In Sherman, the plaintiffs brought claims against the defendants that, the trial court found, duplicated claims that already had been resolved in prior litigation among the parties. The court sanctioned the plaintiff for this conduct, explaining:
Pursuant to 22 NYCRR 130-1.1, the court, in its discretion, may award a party to an action costs in the form of reimbursement for actual expenses reasonably incurred and reasonable attorney’s fees, resulting from frivolous conduct as defined in this Part, and, in addition to awarding such costs, may impose financial sanctions upon a party.
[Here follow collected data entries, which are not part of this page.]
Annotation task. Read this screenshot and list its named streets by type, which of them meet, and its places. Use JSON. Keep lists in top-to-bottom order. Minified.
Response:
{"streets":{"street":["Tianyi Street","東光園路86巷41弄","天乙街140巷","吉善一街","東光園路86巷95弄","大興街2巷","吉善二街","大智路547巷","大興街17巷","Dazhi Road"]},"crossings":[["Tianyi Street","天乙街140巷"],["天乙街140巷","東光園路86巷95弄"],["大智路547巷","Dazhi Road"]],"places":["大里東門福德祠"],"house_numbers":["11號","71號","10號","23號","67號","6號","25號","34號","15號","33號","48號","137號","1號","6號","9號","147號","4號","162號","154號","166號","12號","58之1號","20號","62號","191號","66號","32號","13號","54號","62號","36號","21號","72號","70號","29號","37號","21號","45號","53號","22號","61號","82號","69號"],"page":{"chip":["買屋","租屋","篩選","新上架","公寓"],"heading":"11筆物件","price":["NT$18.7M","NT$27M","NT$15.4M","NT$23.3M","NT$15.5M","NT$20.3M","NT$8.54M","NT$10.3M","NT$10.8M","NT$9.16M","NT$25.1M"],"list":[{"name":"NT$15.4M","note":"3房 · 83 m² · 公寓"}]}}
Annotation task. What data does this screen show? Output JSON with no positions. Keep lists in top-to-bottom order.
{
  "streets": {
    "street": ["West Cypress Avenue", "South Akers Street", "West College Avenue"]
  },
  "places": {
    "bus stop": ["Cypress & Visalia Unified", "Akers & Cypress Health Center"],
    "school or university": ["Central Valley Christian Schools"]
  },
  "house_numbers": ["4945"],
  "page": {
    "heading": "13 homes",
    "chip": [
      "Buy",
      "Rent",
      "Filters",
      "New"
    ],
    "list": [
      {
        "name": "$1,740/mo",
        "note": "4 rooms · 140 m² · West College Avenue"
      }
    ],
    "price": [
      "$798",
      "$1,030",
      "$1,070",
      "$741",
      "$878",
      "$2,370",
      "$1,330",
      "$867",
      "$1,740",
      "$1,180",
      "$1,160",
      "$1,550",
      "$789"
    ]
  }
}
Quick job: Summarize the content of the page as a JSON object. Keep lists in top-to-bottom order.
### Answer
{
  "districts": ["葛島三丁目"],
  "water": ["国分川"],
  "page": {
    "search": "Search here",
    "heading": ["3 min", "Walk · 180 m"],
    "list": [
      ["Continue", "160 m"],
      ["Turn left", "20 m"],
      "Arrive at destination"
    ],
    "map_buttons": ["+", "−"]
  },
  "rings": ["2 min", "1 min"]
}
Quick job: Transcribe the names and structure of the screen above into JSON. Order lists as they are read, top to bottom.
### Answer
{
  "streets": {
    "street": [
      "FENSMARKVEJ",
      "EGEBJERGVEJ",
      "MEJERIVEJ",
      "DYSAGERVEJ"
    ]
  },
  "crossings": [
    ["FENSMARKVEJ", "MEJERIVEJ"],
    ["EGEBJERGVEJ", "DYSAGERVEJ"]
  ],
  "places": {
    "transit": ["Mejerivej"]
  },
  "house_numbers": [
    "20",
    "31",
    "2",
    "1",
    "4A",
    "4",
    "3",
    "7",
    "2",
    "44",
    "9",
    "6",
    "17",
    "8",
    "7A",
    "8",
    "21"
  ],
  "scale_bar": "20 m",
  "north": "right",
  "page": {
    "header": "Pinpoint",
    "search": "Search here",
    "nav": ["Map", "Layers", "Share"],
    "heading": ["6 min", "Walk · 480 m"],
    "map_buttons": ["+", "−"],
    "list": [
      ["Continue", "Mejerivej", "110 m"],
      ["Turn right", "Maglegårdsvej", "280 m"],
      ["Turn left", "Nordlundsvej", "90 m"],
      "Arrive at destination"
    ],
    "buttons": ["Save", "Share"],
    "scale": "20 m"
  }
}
Conduct constitutes frivolous conduct under this section where it is completely without merit in law and cannot be supported by a reasonable argument for an extension, modification or reversal of existing law, or where it is undertaken primarily to delay or prolong the resolution of the litigation, or to harass or maliciously injure another.
Here, [the plaintiff] commenced this third action by him, continuing to assert the same issues and claims which were the subject of the A-Express action, the Mulerman action, and the Sherman I action, and which were already adjudicated and dismissed in the Sherman I action. At the time [the plaintiff] commenced the present action, the lack of any legal or factual basis for his claims asserted in it should have been apparent by the court’s June 9, 2011 decision and order in the Sherman I action. Moreover, it appears that [the plaintiff’s] commencement of this action was undertaken primarily to continue to prolong his dispute with Mulerman, Silver, and Rogg by continuing to litigate already resolved claims and to harass them in bad faith. Notably (as discussed above), the court, in its June 9, 2011 decision and order, previously imposed financial sanctions in the amount of $500 payable to the Lawyers’ Fund or Client Protection based upon Sherman’s frivolous conduct.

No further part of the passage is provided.